About 3 hours ago, I did have a discussion about when to book ticket for returning back to motherland... We decided to look for any flight in the mid month of June, which means I have less than 4 months from now on... at the same time, I am still looking for any opportunity to set my feet on Texas' land... I wish I could visit Texas, though there are several other states I haven't visited, but the most appealing to me is Texas... luckily, got a new naqib who lives in Houston... hmmm, probably this would be my last trip, if I could spare some money to travel.... coz after this, it might be hard to come back after flying back for good... maybe yes or maybe no, but the chance is too stiff..

What am I doing here?

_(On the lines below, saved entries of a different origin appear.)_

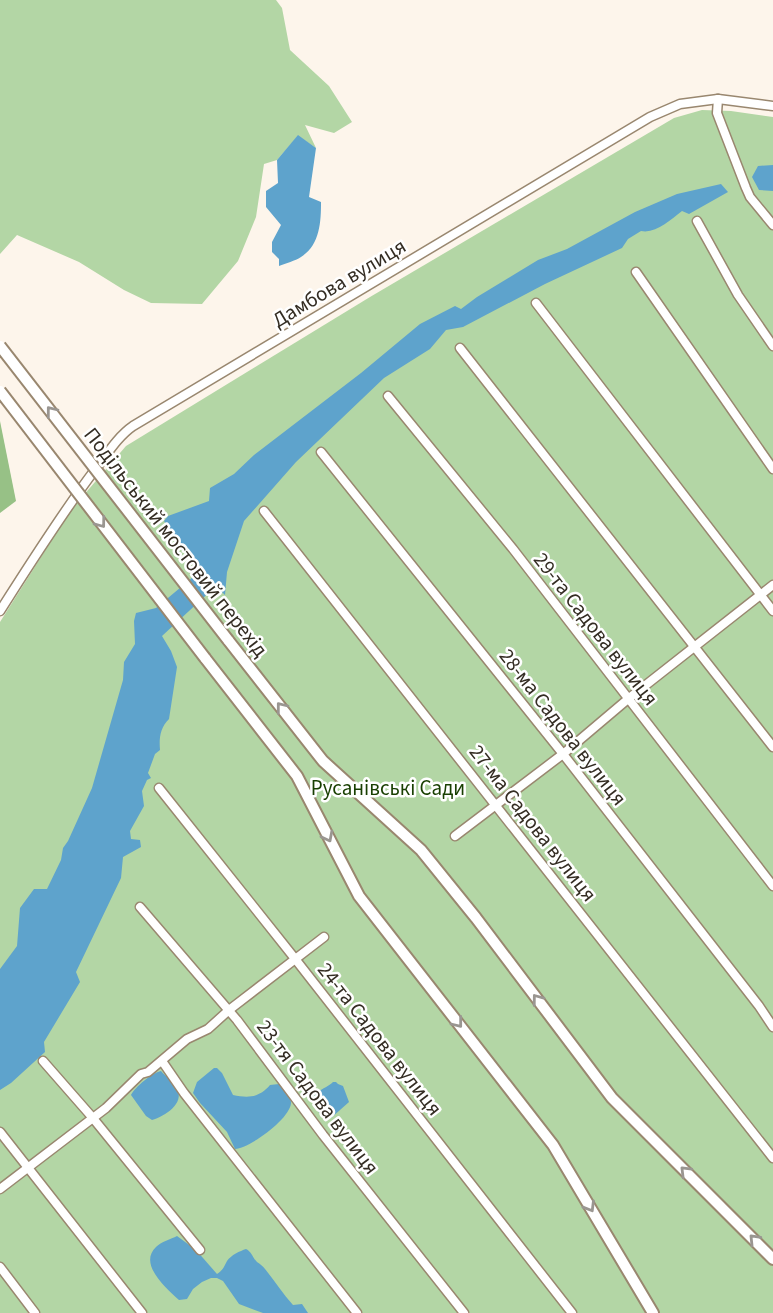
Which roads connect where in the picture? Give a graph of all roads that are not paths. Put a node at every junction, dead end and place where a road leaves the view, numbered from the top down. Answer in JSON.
{"nodes":[{"id":1,"x":718,"y":99,"type":"junction"},
{"id":2,"x":773,"y":106,"type":"edge"},
{"id":3,"x":697,"y":222,"type":"dead end"},
{"id":4,"x":773,"y":225,"type":"edge"},
{"id":5,"x":636,"y":272,"type":"dead end"},
{"id":6,"x":536,"y":303,"type":"dead end"},
{"id":7,"x":0,"y":346,"type":"edge"},
{"id":8,"x":773,"y":346,"type":"edge"},
{"id":9,"x":460,"y":348,"type":"dead end"},
{"id":10,"x":0,"y":391,"type":"edge"},
{"id":11,"x":388,"y":396,"type":"dead end"},
{"id":12,"x":321,"y":452,"type":"dead end"},
{"id":13,"x":773,"y":469,"type":"edge"},
{"id":14,"x":264,"y":511,"type":"dead end"},
{"id":15,"x":773,"y":585,"type":"edge"},
{"id":16,"x":760,"y":595,"type":"junction"},
{"id":17,"x":0,"y":611,"type":"edge"},
{"id":18,"x":773,"y":611,"type":"edge"},
{"id":19,"x":695,"y":647,"type":"junction"},
{"id":20,"x":628,"y":699,"type":"junction"},
{"id":21,"x":773,"y":747,"type":"edge"},
{"id":22,"x":563,"y":754,"type":"junction"},
{"id":23,"x":159,"y":788,"type":"dead end"},
{"id":24,"x":496,"y":804,"type":"junction"},
{"id":25,"x":455,"y":836,"type":"dead end"},
{"id":26,"x":773,"y":886,"type":"edge"},
{"id":27,"x":140,"y":907,"type":"dead end"},
{"id":28,"x":324,"y":937,"type":"dead end"},
{"id":29,"x":296,"y":960,"type":"junction"},
{"id":30,"x":229,"y":1010,"type":"junction"},
{"id":31,"x":773,"y":1027,"type":"edge"},
{"id":32,"x":162,"y":1061,"type":"junction"},
{"id":33,"x":43,"y":1062,"type":"dead end"},
{"id":34,"x":92,"y":1117,"type":"junction"},
{"id":35,"x":0,"y":1132,"type":"edge"},
{"id":36,"x":773,"y":1158,"type":"edge"},
{"id":37,"x":29,"y":1167,"type":"junction"},
{"id":38,"x":0,"y":1189,"type":"edge"},
{"id":39,"x":200,"y":1250,"type":"dead end"},
{"id":40,"x":773,"y":1259,"type":"edge"},
{"id":41,"x":0,"y":1268,"type":"edge"},
{"id":42,"x":35,"y":1313,"type":"edge"},
{"id":43,"x":142,"y":1313,"type":"edge"},
{"id":44,"x":357,"y":1313,"type":"edge"},
{"id":45,"x":464,"y":1313,"type":"edge"},
{"id":46,"x":572,"y":1313,"type":"edge"},
{"id":47,"x":653,"y":1313,"type":"edge"}],
"edges":[{"from":1,"to":2,"type":"street","name":"Дамбова вулиця"},
{"from":1,"to":4,"type":"street"},
{"from":1,"to":17,"type":"street","name":"Дамбова вулиця"},
{"from":3,"to":8,"type":"street"},
{"from":5,"to":13,"type":"street"},
{"from":6,"to":16,"type":"street"},
{"from":40,"to":7,"type":"main road","name":"Подільський мостовий перехід","one_way":true,"bridge":true},
{"from":9,"to":19,"type":"street"},
{"from":10,"to":47,"type":"main road","one_way":true,"bridge":true},
{"from":11,"to":20,"type":"street","name":"29-та Садова вулиця"},
{"from":12,"to":22,"type":"street","name":"28-ма Садова вулиця"},
{"from":14,"to":24,"type":"street","name":"27-ма Садова вулиця"},
{"from":15,"to":16,"type":"street"},
{"from":16,"to":18,"type":"street"},
{"from":16,"to":19,"type":"street"},
{"from":19,"to":20,"type":"street"},
{"from":19,"to":21,"type":"street"},
{"from":20,"to":22,"type":"street"},
{"from":20,"to":26,"type":"street","name":"29-та Садова вулиця"},
{"from":22,"to":24,"type":"street"},
{"from":22,"to":31,"type":"street","name":"28-ма Садова вулиця"},
{"from":23,"to":29,"type":"street","name":"24-та Садова вулиця"},
{"from":24,"to":25,"type":"street"},
{"from":24,"to":36,"type":"street","name":"27-ма Садова вулиця"},
{"from":27,"to":30,"type":"street","name":"23-тя Садова вулиця"},
{"from":28,"to":29,"type":"street"},
{"from":29,"to":30,"type":"street"},
{"from":29,"to":46,"type":"street","name":"24-та Садова вулиця"},
{"from":30,"to":32,"type":"street"},
{"from":30,"to":45,"type":"street","name":"23-тя Садова вулиця"},
{"from":32,"to":34,"type":"street"},
{"from":32,"to":44,"type":"street"},
{"from":33,"to":34,"type":"street"},
{"from":34,"to":37,"type":"street"},
{"from":34,"to":39,"type":"street"},
{"from":35,"to":37,"type":"street"},
{"from":37,"to":38,"type":"street"},
{"from":37,"to":43,"type":"street"},
{"from":41,"to":42,"type":"street"}]}
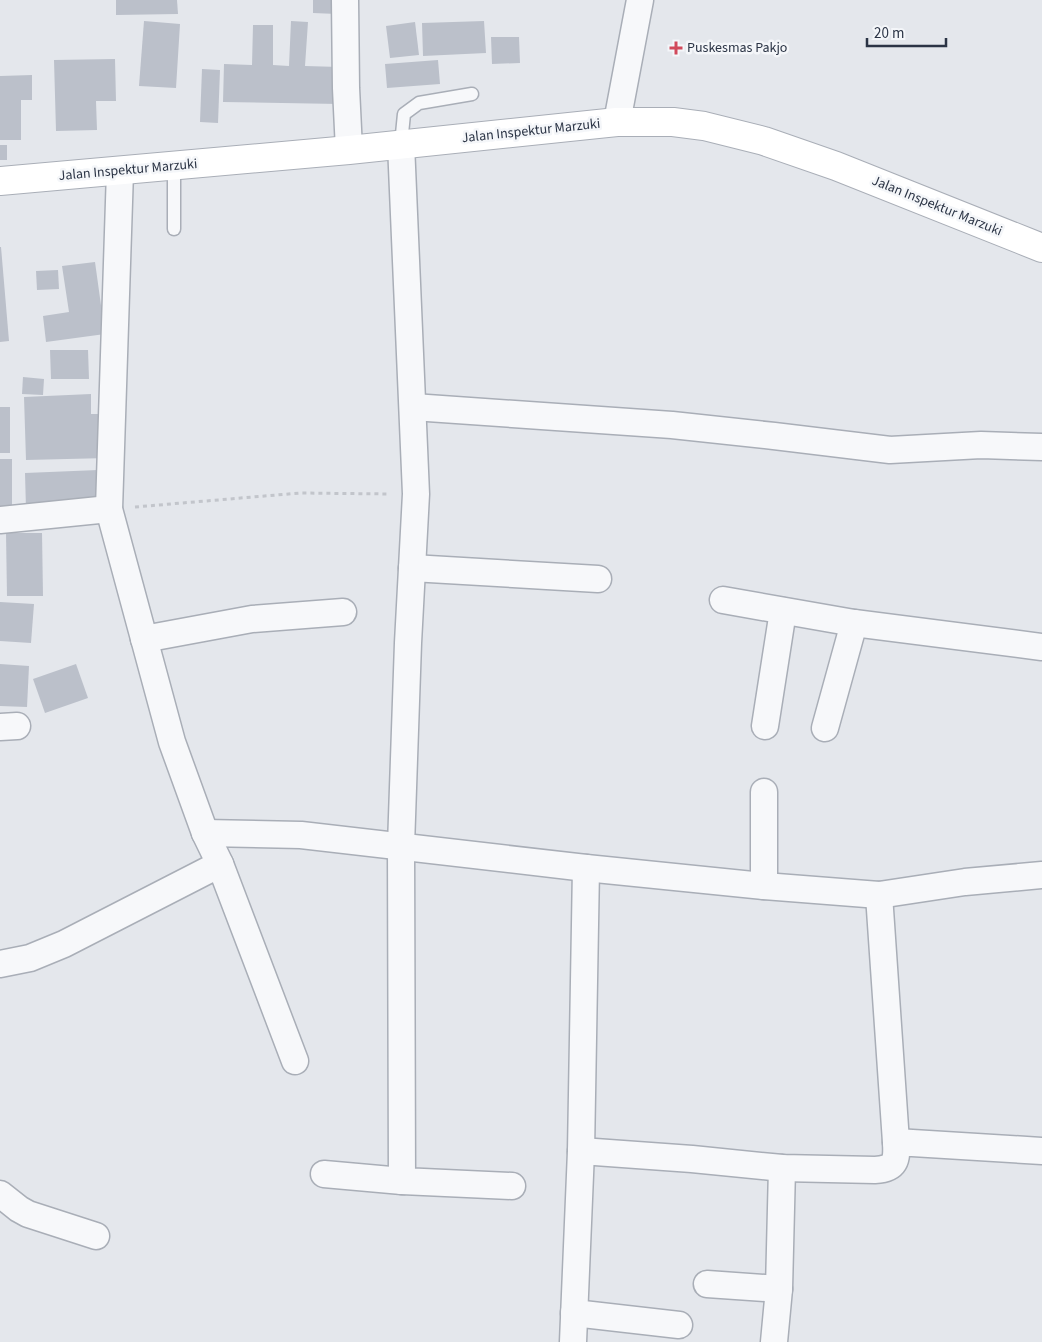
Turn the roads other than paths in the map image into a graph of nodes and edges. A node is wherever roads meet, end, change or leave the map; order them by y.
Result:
1 (345, 0) edge
2 (640, 0) edge
3 (472, 94) dead end
4 (617, 122) junction
5 (401, 144) junction
6 (350, 150) junction
7 (174, 166) junction
8 (120, 171) junction
9 (0, 181) edge
10 (174, 229) dead end
11 (1042, 248) edge
12 (413, 407) junction
13 (1042, 447) edge
14 (109, 509) junction
15 (0, 520) edge
16 (412, 568) junction
17 (598, 579) dead end
18 (723, 600) dead end
19 (783, 611) junction
20 (343, 612) dead end
21 (854, 622) junction
22 (144, 639) junction
23 (1042, 647) edge
24 (764, 726) dead end
25 (824, 728) dead end
26 (764, 792) dead end
27 (205, 833) junction
28 (400, 846) junction
29 (220, 864) junction
30 (586, 868) junction
31 (1042, 875) edge
32 (764, 886) junction
33 (879, 895) junction
34 (0, 964) edge
35 (295, 1061) dead end
36 (896, 1142) junction
37 (581, 1151) junction
38 (1042, 1151) edge
39 (782, 1168) junction
40 (324, 1174) dead end
41 (402, 1181) junction
42 (512, 1186) dead end
43 (0, 1194) edge
44 (96, 1236) dead end
45 (707, 1284) dead end
46 (779, 1289) junction
47 (574, 1313) junction
48 (679, 1325) dead end
49 (573, 1342) edge
50 (774, 1342) edge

I had rested so many times during revision... I getting tired and bored actually... I still could not let go the memory of yesterday where I scolded an eight-year-old kid for stealing a game from my house... I was so mad, and lectured the boys after chasing them to 2nd floor... I was insensitive actually, coz I was imagining myself as a great teacher like Onizuka haha... I dug up his past, he had been caught a year ago for stealing candy, and yesterday in his 8th year of life I caught him for stealing a PS2 game... who cares whether he is a big boy or small boy, but he did lie to me which is the reason I felt like lecturing him till he got no more tears in his eyes... I believe kids have a clean heart, but the world stained the heart... this reminds me of my own mistake when I was young for doing things without permission... and again reminds me of how angry I was when lecturing my own brother for stealing my saving... why? A young heart started getting dirty at a very young age... it is actually natural for all kids to make mistake, but in my case I just could not let them to keep making mistake because during my time there was no one to actually lecture me...

ah, I should stop here for mumbling to much to myself... adios amigos mucha lucha gigante!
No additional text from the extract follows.